I'm a Pop Culture illiterate, so it was pretty funny meeting the folks we were working with. I was in the back half of the house with my team, which consisted of Temeka and Nikki. Both went quietly and carefully to work, and I started chatting them up with the usual questions--Where are you from? I asked Temeka. Kenner, she told me. Oh, I said, there are a lot of local folks here with us today, and I was surprised because I had assumed there would be lots of folks from other cities, given the NBA had marshalled their players, staff, and sports media to help with this project. So, Temeka, what do you do? She quietly told me "I play for the Los Angeles Sparks". OK, this is going well so far. Sorry, I told her, I don't pay a lot of attention to basketball. Nikki, who works for the WNBA office in New York told me Temeka Johnson was the 2005 WNBA Rookie of the Year. There was lots I apparently didn't know about Temeka, but I did know this: she came to work. She and Nikki banged out an entire room of insulation in the short time they worked on our site. Nice young women, both of them, and hard workers too.

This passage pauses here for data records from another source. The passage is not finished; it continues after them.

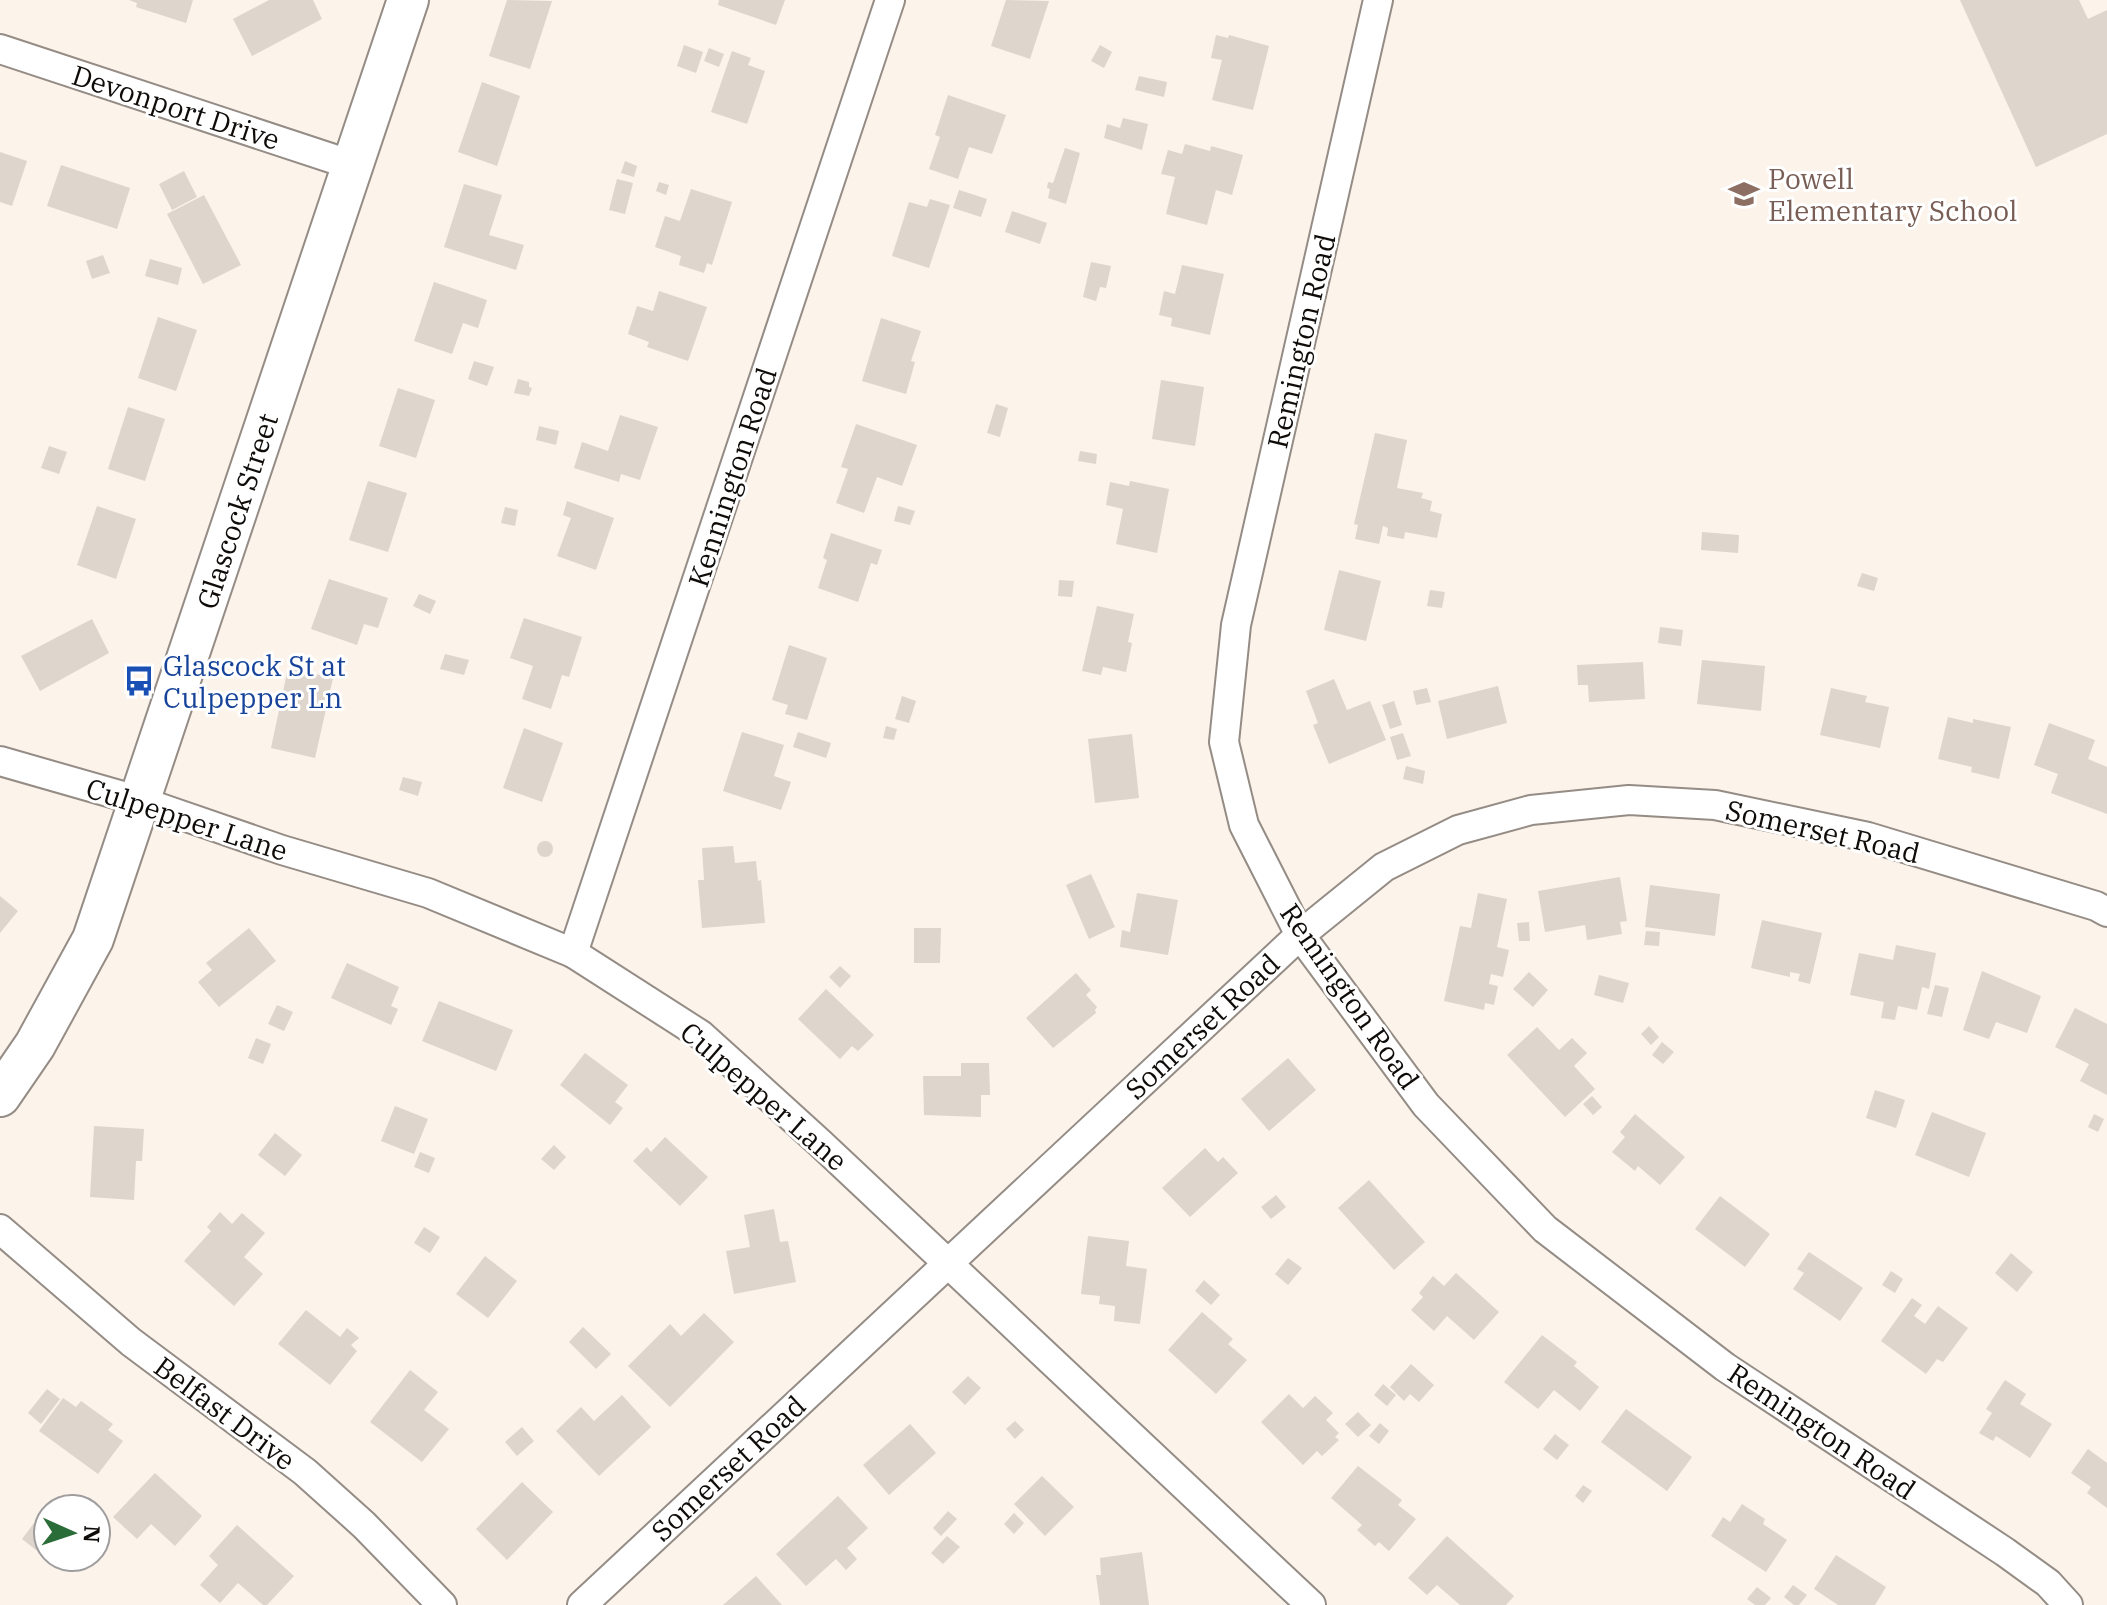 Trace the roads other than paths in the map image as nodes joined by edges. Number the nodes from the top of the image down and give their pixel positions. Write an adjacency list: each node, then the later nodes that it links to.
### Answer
1 (408, 0): 5 (street, Glascock Street)
2 (890, 0): 10 (street, Kennington Road)
3 (1378, 0): 9 (street, Remington Road)
4 (0, 49): 5 (street, Devonport Drive)
5 (352, 165): 7 (street, Glascock Street)
6 (0, 761): 7 (street, Culpepper Lane)
7 (140, 801): 10 (street, Culpepper Lane); 11 (street, Glascock Street)
8 (2107, 912): 9 (street, Somerset Road)
9 (1300, 935): 13 (street, Somerset Road); 17 (street, Remington Road)
10 (573, 953): 13 (street, Culpepper Lane)
11 (0, 1096)
12 (0, 1229): 15 (street, Belfast Drive)
13 (947, 1263): 14 (street, Culpepper Lane); 16 (street, Somerset Road)
14 (1297, 1600)
15 (442, 1605)
16 (582, 1605)
17 (2068, 1605) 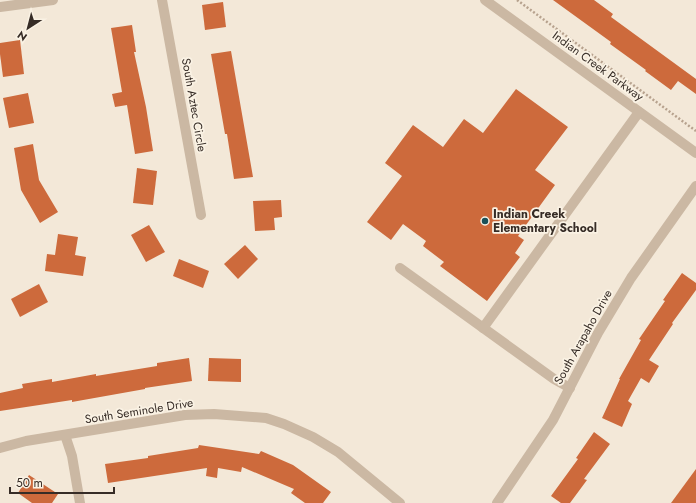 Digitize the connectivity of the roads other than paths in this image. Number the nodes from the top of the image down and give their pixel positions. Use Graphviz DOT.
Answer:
graph roads {
  1 [pos="53,0"];
  2 [pos="162,0"];
  3 [pos="485,0"];
  4 [pos="0,7"];
  5 [pos="639,112"];
  6 [pos="696,154"];
  7 [pos="696,186"];
  8 [pos="201,215"];
  9 [pos="400,268"];
  10 [pos="484,328"];
  11 [pos="570,388"];
  12 [pos="65,435"];
  13 [pos="0,448"];
  14 [pos="80,503"];
  15 [pos="400,503"];
  16 [pos="498,503"];
  1 -- 4 [label="street"];
  2 -- 8 [label="street, South Aztec Circle"];
  3 -- 5 [label="street, Indian Creek Parkway"];
  5 -- 6 [label="street, Indian Creek Parkway"];
  5 -- 10 [label="street"];
  7 -- 11 [label="street, South Arapaho Drive"];
  9 -- 10 [label="street"];
  10 -- 11 [label="street"];
  11 -- 16 [label="street, South Arapaho Drive"];
  12 -- 13 [label="street, South Seminole Drive"];
  12 -- 14 [label="street"];
  12 -- 15 [label="street, South Seminole Drive"];
}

After Temeka and Nikki left, in came our next team, Seth and Bill. Since I'd done so well when it came to knowing everything about Temeka, I kept the same line of questioning. Hey, Seth, what do you do for a living? I'm an actor on an HBO show. Really? Which one? The Wire. Hey, Seth, I've heard of The Wire, but I've never seen it. Sorry about that. Are you a good guy or a bad guy on the show? He just smiled. Turns out even the good guys on The Wire have issues.
I'm batting 1.000, so I turn to Bill. OK, Bill, I give. What do you do?, I ask. I used to play Doogie Howser MD on TV, he says. Get outta town, I say--really? No, he responds. Everyone who had gathered to listen had a good laugh at You Know Whose expense, and then Seth, "Doogie" and I went to work. Like Temeka and Nikki, those two hit it hard for a couple of hours. Bill is actually Taylor Hicks' road manager, and we had a fun chat about life on the road. He doesn't have a home. He's been on the road with Hicks for a year and a half, with very little down time. Riding the wave while they can. Hicks came by at the end of the morning shift, said hi, took a few pictures, then moved on. Even I recognized him, and I've never watched American Idol.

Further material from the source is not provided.